Dose-dependent toxicity and acquired resistance are two major challenges limiting the efficacious treatment of mammary carcinoma (MC) with doxorubicin. Herein, we investigated the function of Trefoil Factor 3 (TFF3) in the sensitivity and acquired resistance of estrogen receptor positive (ER+) MC cells to doxorubicin. Doxorubicin treatment of ER+MC cells increased TFF3 expression. The depletion of TFF3 by siRNA or inhibition with a small molecule TFF3 inhibitor (AMPC) synergistically enhanced the efficacy of doxorubicin in ER+MC through the suppression of doxorubicin-induced AKT activation and enhancement of doxorubicin-induced apoptosis. Elevated expression of TFF3 and increased activation of AKT were also observed using a model of acquired doxorubicin resistance in ER+MC cells. AMPC partially re-sensitized the doxorubicin resistant cells to doxorubicin-induced apoptosis. Indeed, doxorubicin resistant ER + MC cells exhibited increased sensitivity to AMPC as a single agent compared to doxorubicin sensitive cells. In vivo, AMPC attenuated growth of doxorubicin sensitive ER+MC xenografts whereas it produced regression of xenografts generated by doxorubicin resistant ER+MC cells. Hence, TFF3 inhibition may improve the efficacy and reduce required doses of doxorubicin in ER+MC. Moreover, inhibition of TFF3 may also be an effective therapeutic strategy to eradicate doxorubicin resistant ER+MC.

Release of HER2 repression of trefoil factor 3 (TFF3) expression mediates trastuzumab resistance in HER2+/ER+ mammary carcinoma.

HER2+/ER+ breast cancer, a subset of the luminal B subtype, makes up approximately 10% of all breast cancers. The bidirectional crosstalk between HER2 and estrogen receptor (ER) in HER2+/ER+ breast cancer contributes to resistance towards both anti-estrogens and HER2-targeted therapies.

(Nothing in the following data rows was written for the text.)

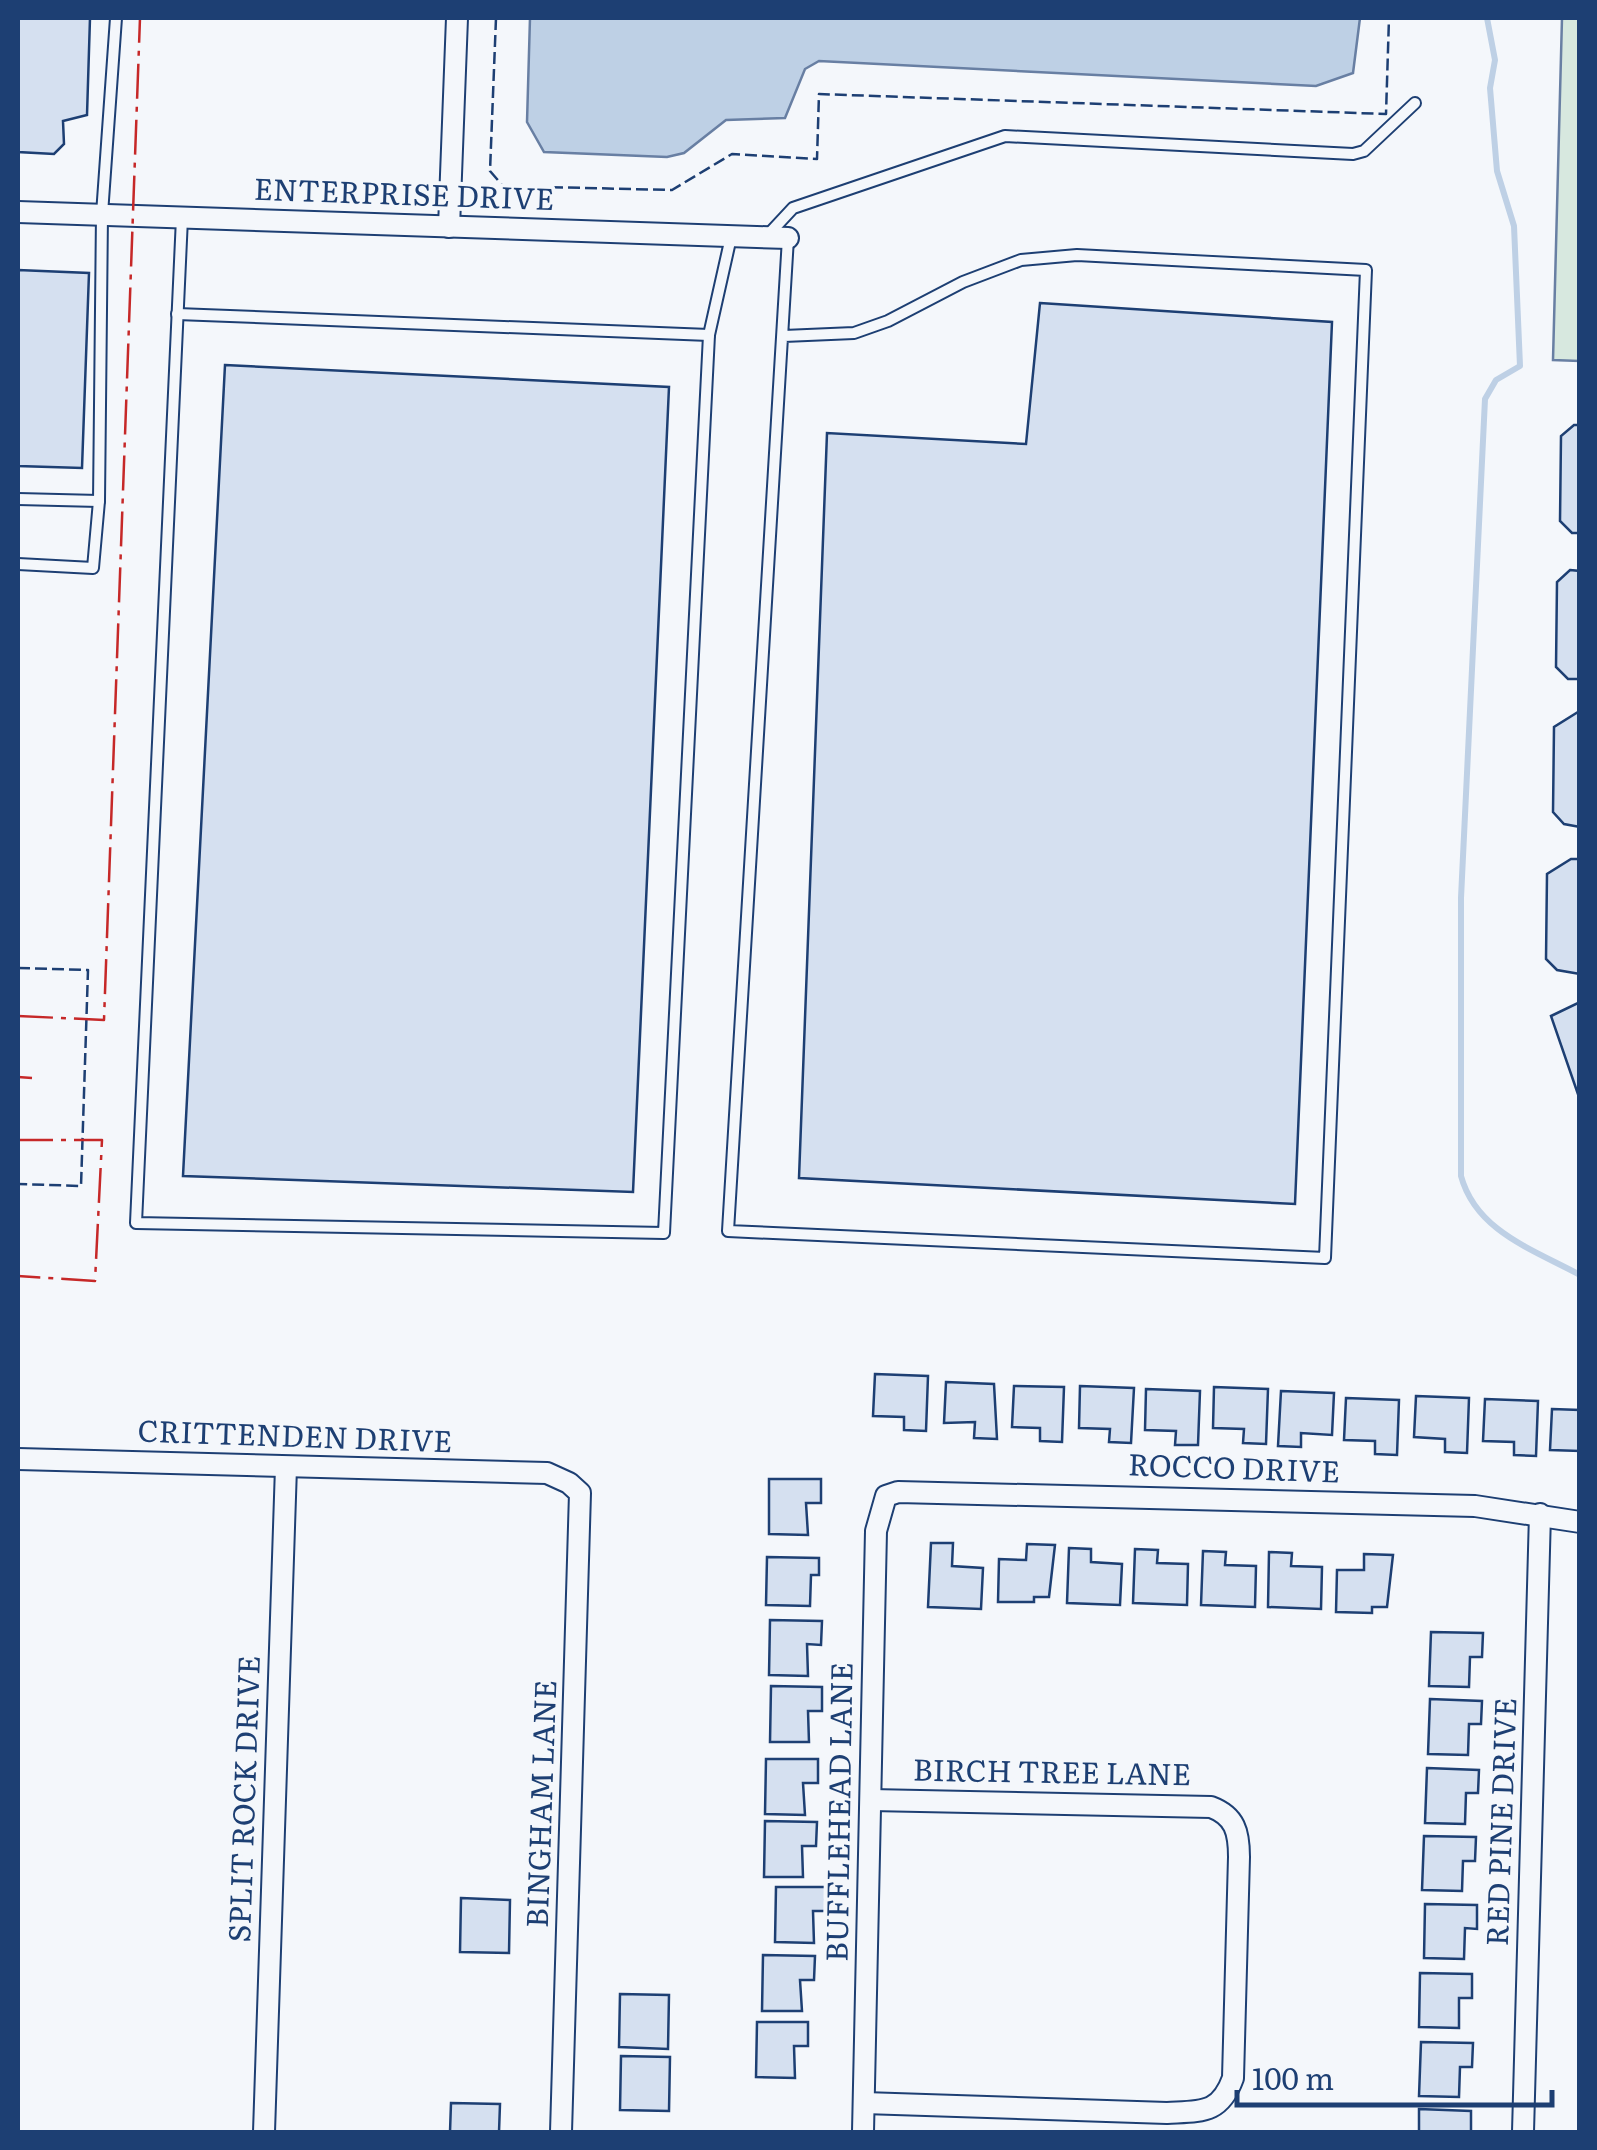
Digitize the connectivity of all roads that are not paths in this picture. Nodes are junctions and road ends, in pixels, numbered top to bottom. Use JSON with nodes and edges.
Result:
{"nodes":[{"id":1,"x":116,"y":18,"type":"edge"},
{"id":2,"x":457,"y":18,"type":"edge"},
{"id":3,"x":1415,"y":103,"type":"dead end"},
{"id":4,"x":18,"y":212,"type":"edge"},
{"id":5,"x":102,"y":214,"type":"junction"},
{"id":6,"x":182,"y":218,"type":"junction"},
{"id":7,"x":450,"y":227,"type":"junction"},
{"id":8,"x":731,"y":236,"type":"junction"},
{"id":9,"x":765,"y":238,"type":"junction"},
{"id":10,"x":788,"y":238,"type":"joint"},
{"id":11,"x":177,"y":314,"type":"junction"},
{"id":12,"x":709,"y":335,"type":"junction"},
{"id":13,"x":784,"y":336,"type":"junction"},
{"id":14,"x":18,"y":499,"type":"edge"},
{"id":15,"x":100,"y":501,"type":"junction"},
{"id":16,"x":18,"y":564,"type":"edge"},
{"id":17,"x":18,"y":1459,"type":"edge"},
{"id":18,"x":286,"y":1467,"type":"junction"},
{"id":19,"x":570,"y":1482,"type":"joint"},
{"id":20,"x":886,"y":1496,"type":"joint"},
{"id":21,"x":1540,"y":1514,"type":"junction"},
{"id":22,"x":1580,"y":1522,"type":"edge"},
{"id":23,"x":871,"y":1800,"type":"junction"},
{"id":24,"x":864,"y":2103,"type":"junction"},
{"id":25,"x":264,"y":2132,"type":"edge"},
{"id":26,"x":560,"y":2132,"type":"edge"},
{"id":27,"x":863,"y":2132,"type":"edge"},
{"id":28,"x":1523,"y":2132,"type":"edge"}],
"edges":[{"from":1,"to":5,"type":"lane"},
{"from":2,"to":7,"type":"street"},
{"from":3,"to":9,"type":"lane"},
{"from":4,"to":5,"type":"street","name":"ENTERPRISE DRIVE"},
{"from":5,"to":6,"type":"street","name":"ENTERPRISE DRIVE"},
{"from":5,"to":15,"type":"lane"},
{"from":6,"to":7,"type":"street","name":"ENTERPRISE DRIVE"},
{"from":6,"to":11,"type":"lane"},
{"from":7,"to":8,"type":"street","name":"ENTERPRISE DRIVE"},
{"from":8,"to":9,"type":"street","name":"ENTERPRISE DRIVE"},
{"from":8,"to":12,"type":"lane"},
{"from":9,"to":10,"type":"street","name":"ENTERPRISE DRIVE"},
{"from":10,"to":13,"type":"lane"},
{"from":11,"to":12,"type":"lane"},
{"from":11,"to":12,"type":"lane"},
{"from":13,"to":13,"type":"lane"},
{"from":14,"to":15,"type":"lane"},
{"from":15,"to":16,"type":"lane"},
{"from":17,"to":18,"type":"street","name":"CRITTENDEN DRIVE"},
{"from":18,"to":19,"type":"street","name":"CRITTENDEN DRIVE"},
{"from":18,"to":25,"type":"street","name":"SPLIT ROCK DRIVE"},
{"from":19,"to":26,"type":"street","name":"BINGHAM LANE"},
{"from":20,"to":21,"type":"street","name":"ROCCO DRIVE"},
{"from":20,"to":23,"type":"street","name":"BUFFLEHEAD LANE"},
{"from":21,"to":22,"type":"street","name":"ROCCO DRIVE"},
{"from":21,"to":28,"type":"street","name":"RED PINE DRIVE"},
{"from":23,"to":24,"type":"street","name":"BUFFLEHEAD LANE"},
{"from":23,"to":24,"type":"street","name":"BIRCH TREE LANE"},
{"from":24,"to":27,"type":"street","name":"BUFFLEHEAD LANE"}]}
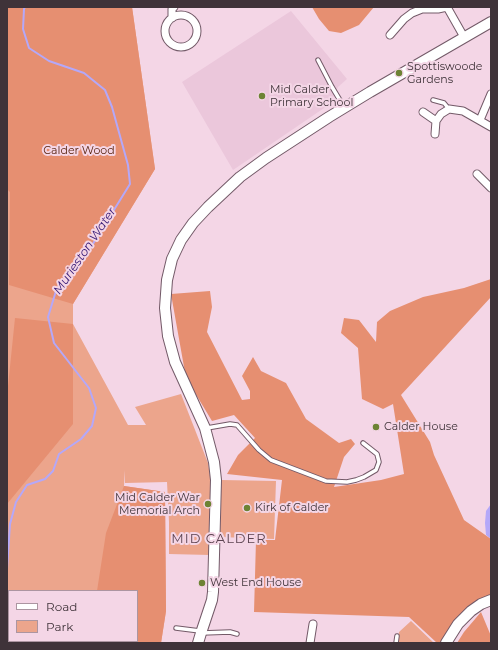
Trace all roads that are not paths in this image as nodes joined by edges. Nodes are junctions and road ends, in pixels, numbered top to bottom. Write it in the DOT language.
graph roads {
  1 [pos="174,7"];
  2 [pos="447,7"];
  3 [pos="172,18"];
  4 [pos="491,22"];
  5 [pos="390,35"];
  6 [pos="464,37"];
  7 [pos="318,60"];
  8 [pos="491,94"];
  9 [pos="433,100"];
  10 [pos="345,108"];
  11 [pos="449,109"];
  12 [pos="423,112"];
  13 [pos="480,120"];
  14 [pos="436,121"];
  15 [pos="491,127"];
  16 [pos="435,134"];
  17 [pos="477,174"];
  18 [pos="491,188"];
  19 [pos="205,428"];
  20 [pos="363,443"];
  21 [pos="491,600"];
  22 [pos="313,624"];
  23 [pos="176,628"];
  24 [pos="237,634"];
  25 [pos="200,636"];
  26 [pos="397,636"];
  27 [pos="310,643"];
  28 [pos="396,643"];
  29 [pos="446,643"];
  1 -- 3 [label="street"];
  2 -- 5 [label="street"];
  2 -- 6 [label="street"];
  3 -- 3 [label="street"];
  4 -- 6 [label="street"];
  6 -- 10 [label="street"];
  7 -- 10 [label="lane"];
  8 -- 13 [label="street"];
  9 -- 11 [label="lane"];
  10 -- 19 [label="street"];
  11 -- 13 [label="street"];
  11 -- 14 [label="street"];
  12 -- 14 [label="street"];
  13 -- 15 [label="street"];
  14 -- 16 [label="street"];
  17 -- 18 [label="street"];
  19 -- 20 [label="lane"];
  19 -- 25 [label="street"];
  21 -- 29 [label="street"];
  22 -- 27 [label="street"];
  23 -- 25 [label="lane"];
  24 -- 25 [label="lane"];
  26 -- 28 [label="lane"];
}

TFF3 promotes breast cancer progression and has been implicated in anti-estrogen resistance in breast cancer. Herein, we investigated the cross-regulation between HER2 and estrogen-responsive TFF3, and the role of TFF3 in mediating trastuzumab resistance in HER2+/ER+ breast cancer. TFF3 expression was decreased by HER2 activation, and increased by inhibition of HER2 with trastuzumab in HER2+/ER+ breast cancer cells, partially in an ERα-independent manner. In contrast, the forced expression of TFF3 activated the entire HER family of receptor tyrosine kinases (HER1-4). Hence, HER2 negatively regulates its own signalling through the transcriptional repression of TFF3, while trastuzumab inhibition of HER2 results in increased TFF3 expression to compensate for the loss of HER2 signalling. In HER2+/ER+ breast cancer cells with acquired trastuzumab resistance, TFF3 expression was markedly upregulated and associated with a corresponding decrease in HER signalling. siRNA mediated depletion or small molecule inhibition of TFF3 decreased the survival and growth advantage of the trastuzumab resistant cells without re-sensitization to trastuzumab. Furthermore, TFF3 inhibition abrogated the enhanced cancer stem cell-like behaviour in trastuzumab resistant HER2+/ER+ breast cancer cells. Collectively, TFF3 may function as a potential biomarker and therapeutic target in trastuzumab resistant HER2+/ER+ breast cancer.